Located at the company’s Sunnyvale, Calif., headquarters, the facility is designed to help commercial software and hardware developers think of new ways to use AMD chips for products based on its Hammer technology. Developers can schedule consultations with AMD 64-bit code experts, either online or in person.
The new Opteron chips based on Hammer technology, due out in March or April, are expected to debut in several servers with a notebook version of the chips coming out about the same time.
In concert with the Development Center, AMD also released two additional development support resources – a SuSE Linux beta x86-64 distribution to more than 150 AMD partners currently working with AMD Opteron processor-based development platforms and the AMD x86-64 Architecture Programmer’s Manual. The five-volume guide can either be ordered in hard copy or downloaded as a PDF.
AMD said the fact that it is making SuSE’s x86-64 Linux distribution available now is no coincidence. The company said the beta release was expected to coincide with the first shipments of AMD Athlon processors based on Hammer technology.
“With formal development resources in place, AMD’s software and hardware partners are empowered to create 32-bit and 64-bit applications and drivers for the x86-64 platform,” said AMD vice president of Platform Engineering and Infrastructure, Computation Products Group Richard Heye.
Unlike Intel’s start-from-scratch, 64-bit Itanium, AMD insists Hammer will let IT managers move to 64-bit software while preserving their investment in 32-bit applications.

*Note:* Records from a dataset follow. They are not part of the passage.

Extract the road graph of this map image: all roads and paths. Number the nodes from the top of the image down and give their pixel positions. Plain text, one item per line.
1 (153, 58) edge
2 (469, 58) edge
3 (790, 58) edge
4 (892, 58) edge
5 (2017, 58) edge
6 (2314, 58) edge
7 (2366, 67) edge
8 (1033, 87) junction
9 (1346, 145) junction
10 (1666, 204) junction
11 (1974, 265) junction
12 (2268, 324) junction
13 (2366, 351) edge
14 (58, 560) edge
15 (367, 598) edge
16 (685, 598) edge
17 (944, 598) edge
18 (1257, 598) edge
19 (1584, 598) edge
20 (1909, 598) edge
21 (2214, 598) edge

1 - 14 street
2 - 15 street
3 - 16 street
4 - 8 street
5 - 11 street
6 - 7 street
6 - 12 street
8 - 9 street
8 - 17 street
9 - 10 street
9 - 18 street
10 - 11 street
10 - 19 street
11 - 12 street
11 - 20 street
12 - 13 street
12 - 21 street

Its X86-64 technology builds on, instead of replacing, the familiar X86 instruction set, while addressing huge amounts of physical and virtual memory (thanks to 40- and 48-bit address spaces, respectively) and providing native 64-bit integer and address register files and data paths.
The Hammer architecture combines an eighth-generation, 0.13-micron-process core with integrated Northbridge; a DDR memory controller to significantly reduce DRAM latency; separate Level 1 instruction and data caches; a Level 2 cache; and HyperTransport input/output technology for high-bandwidth, chip-to-chip communication and support for glueless multiprocessing.

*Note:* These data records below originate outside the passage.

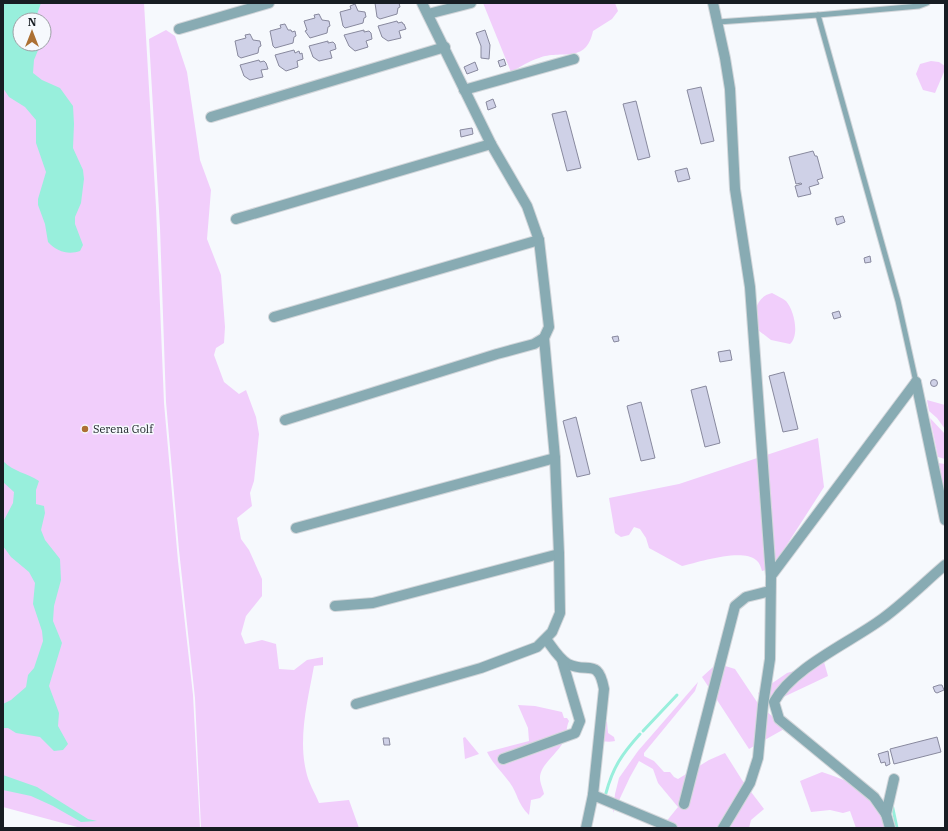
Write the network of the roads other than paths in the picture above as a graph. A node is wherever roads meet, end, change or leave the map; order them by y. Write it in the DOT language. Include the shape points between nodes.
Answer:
graph roads {
  1 [pos="269,3"];
  2 [pos="422,3"];
  3 [pos="471,3"];
  4 [pos="713,3"];
  5 [pos="927,3"];
  6 [pos="428,14"];
  7 [pos="818,15"];
  8 [pos="718,22"];
  9 [pos="179,29"];
  10 [pos="445,47"];
  11 [pos="574,59"];
  12 [pos="464,90"];
  13 [pos="211,116"];
  14 [pos="492,144"];
  15 [pos="236,219"];
  16 [pos="539,240"];
  17 [pos="274,317"];
  18 [pos="544,338"];
  19 [pos="916,382"];
  20 [pos="285,420"];
  21 [pos="555,458"];
  22 [pos="945,520"];
  23 [pos="296,528"];
  24 [pos="559,554"];
  25 [pos="945,565"];
  26 [pos="770,576"];
  27 [pos="770,591"];
  28 [pos="335,606"];
  29 [pos="546,639"];
  30 [pos="562,660"];
  31 [pos="356,704"];
  32 [pos="503,759"];
  33 [pos="894,779"];
  34 [pos="593,795"];
  35 [pos="684,804"];
  36 [pos="886,814"];
  37 [pos="586,828"];
  38 [pos="672,828"];
  39 [pos="724,828"];
  40 [pos="890,828"];
  1 -- 9 [label="street"];
  2 -- 6 [label="street"];
  3 -- 6 [label="street"];
  4 -- 8 [label="street"];
  5 -- 7 [label="lane" via="919,6"];
  6 -- 10 [label="street"];
  7 -- 8 [label="lane"];
  7 -- 19 [label="lane" via="898,301"];
  8 -- 26 [label="street" via="730,90 735,189 750,287"];
  10 -- 12 [label="street"];
  10 -- 13 [label="street"];
  11 -- 12 [label="street"];
  12 -- 14 [label="street"];
  14 -- 15 [label="street"];
  14 -- 16 [label="street" via="527,206"];
  16 -- 17 [label="street"];
  16 -- 18 [label="street" via="549,326"];
  18 -- 20 [label="street" via="534,344"];
  18 -- 21 [label="street"];
  19 -- 22 [label="street"];
  19 -- 26 [label="street"];
  21 -- 23 [label="street"];
  21 -- 24 [label="street"];
  24 -- 28 [label="street" via="373,603"];
  24 -- 29 [label="street" via="560,613"];
  25 -- 36 [label="street" via="883,619 805,670 778,694 774,702 779,719 874,797"];
  26 -- 27 [label="street"];
  27 -- 35 [label="street" via="746,597 735,606"];
  27 -- 39 [label="street" via="770,659 758,758 750,783"];
  29 -- 30 [label="street"];
  29 -- 31 [label="street" via="537,647 481,668"];
  30 -- 32 [label="street" via="579,711 579,727 575,733"];
  30 -- 34 [label="street" via="570,665 593,668 599,672 602,679 604,689"];
  33 -- 36 [label="street"];
  34 -- 37 [label="street"];
  34 -- 38 [label="street"];
  36 -- 40 [label="street"];
}
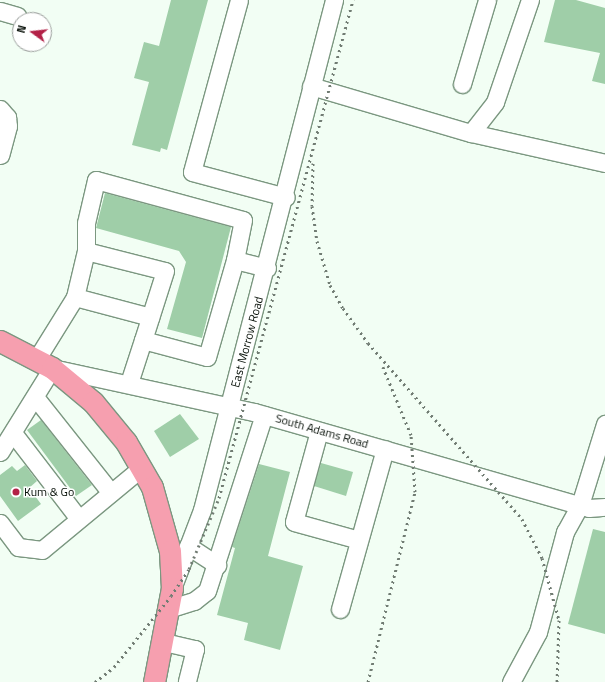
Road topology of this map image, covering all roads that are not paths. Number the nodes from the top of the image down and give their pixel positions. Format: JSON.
{"nodes":[{"id":1,"x":239,"y":0,"type":"edge"},
{"id":2,"x":334,"y":0,"type":"edge"},
{"id":3,"x":487,"y":0,"type":"edge"},
{"id":4,"x":530,"y":0,"type":"edge"},
{"id":5,"x":0,"y":11,"type":"edge"},
{"id":6,"x":12,"y":15,"type":"edge"},
{"id":7,"x":462,"y":84,"type":"dead end"},
{"id":8,"x":311,"y":86,"type":"junction"},
{"id":9,"x":0,"y":109,"type":"edge"},
{"id":10,"x":471,"y":133,"type":"junction"},
{"id":11,"x":0,"y":155,"type":"edge"},
{"id":12,"x":605,"y":164,"type":"edge"},
{"id":13,"x":286,"y":197,"type":"junction"},
{"id":14,"x":86,"y":251,"type":"junction"},
{"id":15,"x":235,"y":260,"type":"junction"},
{"id":16,"x":267,"y":268,"type":"junction"},
{"id":17,"x":75,"y":297,"type":"junction"},
{"id":18,"x":150,"y":317,"type":"junction"},
{"id":19,"x":143,"y":340,"type":"junction"},
{"id":20,"x":0,"y":341,"type":"edge"},
{"id":21,"x":44,"y":364,"type":"junction"},
{"id":22,"x":130,"y":383,"type":"junction"},
{"id":23,"x":36,"y":397,"type":"junction"},
{"id":24,"x":229,"y":407,"type":"junction"},
{"id":25,"x":264,"y":415,"type":"junction"},
{"id":26,"x":605,"y":424,"type":"edge"},
{"id":27,"x":319,"y":431,"type":"junction"},
{"id":28,"x":13,"y":433,"type":"junction"},
{"id":29,"x":384,"y":449,"type":"junction"},
{"id":30,"x":0,"y":452,"type":"edge"},
{"id":31,"x":141,"y":468,"type":"junction"},
{"id":32,"x":111,"y":493,"type":"junction"},
{"id":33,"x":591,"y":507,"type":"edge"},
{"id":34,"x":79,"y":519,"type":"junction"},
{"id":35,"x":0,"y":523,"type":"edge"},
{"id":36,"x":359,"y":540,"type":"junction"},
{"id":37,"x":188,"y":546,"type":"junction"},
{"id":38,"x":217,"y":565,"type":"junction"},
{"id":39,"x":171,"y":598,"type":"junction"},
{"id":40,"x":340,"y":609,"type":"dead end"},
{"id":41,"x":164,"y":642,"type":"junction"},
{"id":42,"x":154,"y":682,"type":"edge"},
{"id":43,"x":187,"y":682,"type":"edge"},
{"id":44,"x":511,"y":682,"type":"edge"}],
"edges":[{"from":1,"to":13,"type":"street"},
{"from":2,"to":8,"type":"street","name":"East Morrow Road"},
{"from":3,"to":7,"type":"street"},
{"from":4,"to":10,"type":"street"},
{"from":5,"to":6,"type":"street"},
{"from":8,"to":10,"type":"street"},
{"from":8,"to":13,"type":"street","name":"East Morrow Road"},
{"from":9,"to":11,"type":"street"},
{"from":10,"to":12,"type":"street"},
{"from":13,"to":16,"type":"street","name":"East Morrow Road"},
{"from":14,"to":15,"type":"street"},
{"from":14,"to":17,"type":"street"},
{"from":14,"to":18,"type":"street"},
{"from":15,"to":16,"type":"street"},
{"from":15,"to":19,"type":"street"},
{"from":16,"to":24,"type":"street","name":"East Morrow Road"},
{"from":17,"to":18,"type":"street"},
{"from":17,"to":21,"type":"street"},
{"from":18,"to":19,"type":"street"},
{"from":19,"to":22,"type":"street"},
{"from":20,"to":21,"type":"main road","name":"South Adams Road"},
{"from":21,"to":22,"type":"street","name":"South Adams Road"},
{"from":21,"to":23,"type":"street"},
{"from":21,"to":31,"type":"main road","name":"South Adams Road"},
{"from":22,"to":24,"type":"street","name":"South Adams Road"},
{"from":23,"to":28,"type":"street"},
{"from":23,"to":32,"type":"street"},
{"from":24,"to":25,"type":"street","name":"South Adams Road"},
{"from":24,"to":37,"type":"street","name":"East Morrow Road"},
{"from":25,"to":27,"type":"street","name":"South Adams Road"},
{"from":25,"to":38,"type":"street"},
{"from":26,"to":33,"type":"street"},
{"from":27,"to":29,"type":"street","name":"South Adams Road"},
{"from":27,"to":36,"type":"street"},
{"from":28,"to":30,"type":"street"},
{"from":28,"to":34,"type":"street"},
{"from":29,"to":33,"type":"street","name":"South Adams Road"},
{"from":29,"to":36,"type":"street"},
{"from":31,"to":32,"type":"street"},
{"from":31,"to":39,"type":"main road","name":"South Adams Road"},
{"from":32,"to":34,"type":"street"},
{"from":33,"to":44,"type":"street"},
{"from":34,"to":35,"type":"street"},
{"from":36,"to":40,"type":"street"},
{"from":37,"to":38,"type":"street"},
{"from":37,"to":39,"type":"street","name":"East Morrow Road"},
{"from":38,"to":39,"type":"street"},
{"from":39,"to":41,"type":"main road","name":"East Morrow Road"},
{"from":41,"to":42,"type":"main road","name":"East Morrow Road"},
{"from":41,"to":43,"type":"street"}]}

The “ClawHammer” CPUs are expected to support 1- and 2-way desktop, workstation, and midrange server platforms, while their “SledgeHammer” cousins will scale to 4- and 8-way multiprocessing. AMD promises that 4-way systems will be able to achieve up to 8GB/sec of aggregate memory copy bandwidth, compared to today’s fastest bus-based systems’ 3.2GB/sec theoretical and 2.1GB/sec real-world bandwidth, while 8-way systems will address up to 64 DIMMs or 128GB of physical memory, with four HyperTransport links providing I/O capacity up to 25GB/sec.
To help spread the word about its Hammer technology, AMD is launching a 20-city U.S. tour, entitled “AMD Reality Check: Extreme Performance Project 2.” Starting in San Diego, Calif., the tour will caravan across the country with stops in major metropolitan areas to share information and connect with PC enthusiasts, system builders and retail partners.